= HowDoYouSayYaminAfrican? =

HowDoYouSayYamInAfrican? is a collective founded in 2013. The group, also called the YAMS Collective, was formed to bring a digital media piece titled Good Stock on the Dimension Floor: An Opera to the 2014 Whitney Biennial exhibition at the Whitney Museum of American Art.
==Whitney Biennial==
The Whitney Biennial of contemporary art is an invitation-only exhibition which generally favors young artists and in the past helped bring greater recognition to artists like Georgia O'Keeffe, Jackson Pollock and Jeff Koons. The Whitney Museum bills the event as: "...the longest-running survey of American art, and ...a hallmark of the Museum since 1932." The Biennial has often faced criticism over issues of privilege, access and inclusivity. The 2014 edition was especially controversial for many issues, including the Yams Collective.

==Yams Collective==
The group started after one of the initial curation visits for the 2014 edition of the Biennial. One of the Biennial's co-curators, Michelle Grabner, had visited Sienna Shields in her studio and seen a short video loop the artist had made with friends dancing in front of glaciers in Alaska.
Shields organized the Yams Collective (short for HowDoYouSayYaminAfrican?) of 38 international mostly black and queer musicians, poets, actors, writers and visual artists to create a digital film about racial identity for the 2014 edition. Shields in part organized the collective to address representation in the New York art scene: "I’d go to art events, and I’d be the only black person in the room — here in New York. It was ridiculous." This became the instigation for the collective's submission, a 53-minute digital piece in 35 parts titled Good Stock on the Dimension Floor: An Opera. This participation was seen by the collective as an "infiltration" of the institutional art world and the very size of the collective was meant partly as a protest against tokenism.
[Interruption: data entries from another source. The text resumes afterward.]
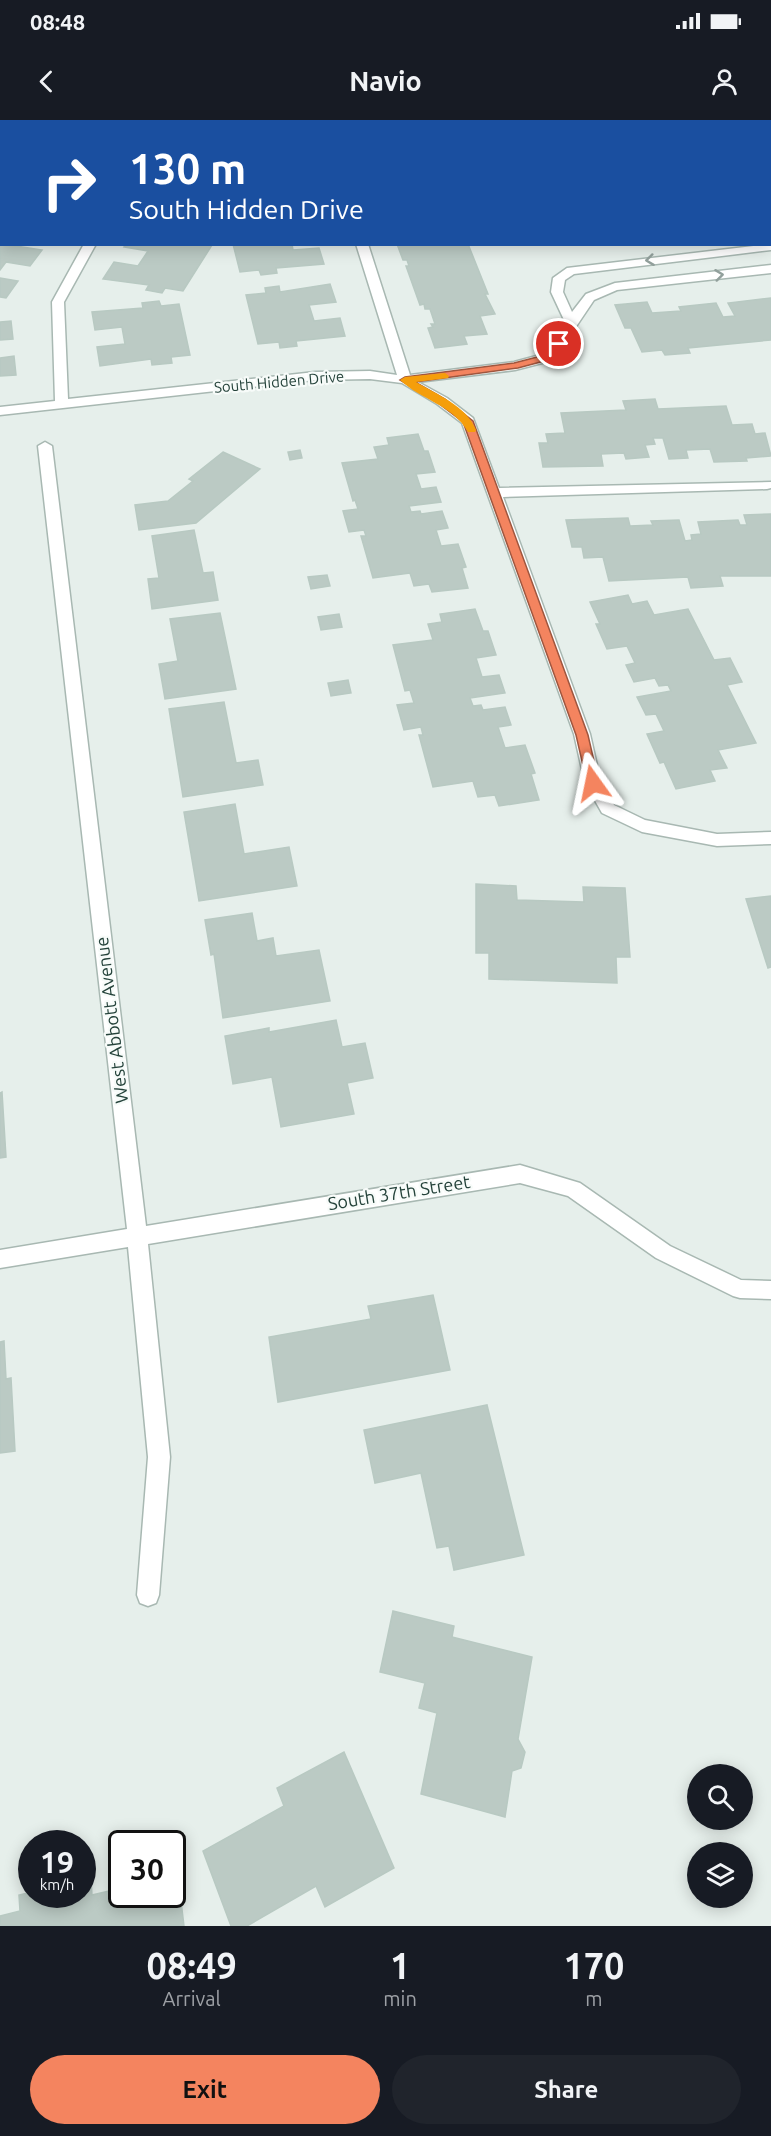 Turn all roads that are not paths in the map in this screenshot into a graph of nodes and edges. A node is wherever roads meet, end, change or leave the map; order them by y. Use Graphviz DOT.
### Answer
graph roads {
  1 [pos="89,246"];
  2 [pos="363,246"];
  3 [pos="765,246"];
  4 [pos="681,256"];
  5 [pos="605,265"];
  6 [pos="771,269"];
  7 [pos="693,278"];
  8 [pos="615,287"];
  9 [pos="570,322"];
  10 [pos="405,380"];
  11 [pos="62,404"];
  12 [pos="0,411"];
  13 [pos="45,446"];
  14 [pos="767,485"];
  15 [pos="495,493"];
  16 [pos="771,838"];
  17 [pos="137,1235"];
  18 [pos="0,1259"];
  19 [pos="771,1290"];
  20 [pos="148,1594"];
  1 -- 11 [label="street"];
  2 -- 10 [label="street"];
  3 -- 4 [label="street"];
  3 -- 6 [label="street"];
  4 -- 5 [label="street, one-way"];
  4 -- 7 [label="street"];
  5 -- 8 [label="street"];
  5 -- 9 [label="street"];
  7 -- 6 [label="street, South Hidden Drive, one-way"];
  7 -- 8 [label="street, South Hidden Drive"];
  8 -- 9 [label="street, South Hidden Drive"];
  9 -- 10 [label="street, South Hidden Drive"];
  10 -- 11 [label="street, South Hidden Drive"];
  10 -- 15 [label="street"];
  11 -- 12 [label="street, South Hidden Drive"];
  13 -- 17 [label="street, West Abbott Avenue"];
  14 -- 15 [label="street"];
  15 -- 16 [label="street"];
  17 -- 18 [label="street, South 37th Street"];
  17 -- 19 [label="street, South 37th Street"];
  17 -- 20 [label="street, West Abbott Avenue"];
}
==Donelle Woolford controversy==
Despite the collective's diverse membership, one of only two individual black female artists invited that year was "Donelle Woolford", a creation of Joe Scanlan. Scanlan, a white, male, Princeton University professor hired a succession of actresses to play "Woolford" at events. The inclusion of this "fake" artist led the Yams Collective to withdraw their submission, objecting to "Woolford's" inclusion in a show alongside their work. Shields explained the withdrawal was due to not only Scanlan but also: "...the history of the Whitney and its lack of any kind of initiative in changing its white supremacist attitudes." The collective also considered the inclusion of Scanlan to be a reflection of larger issues of racism in the elite art world. The film instead premiered at the Trinidad and Tobago Film Festival.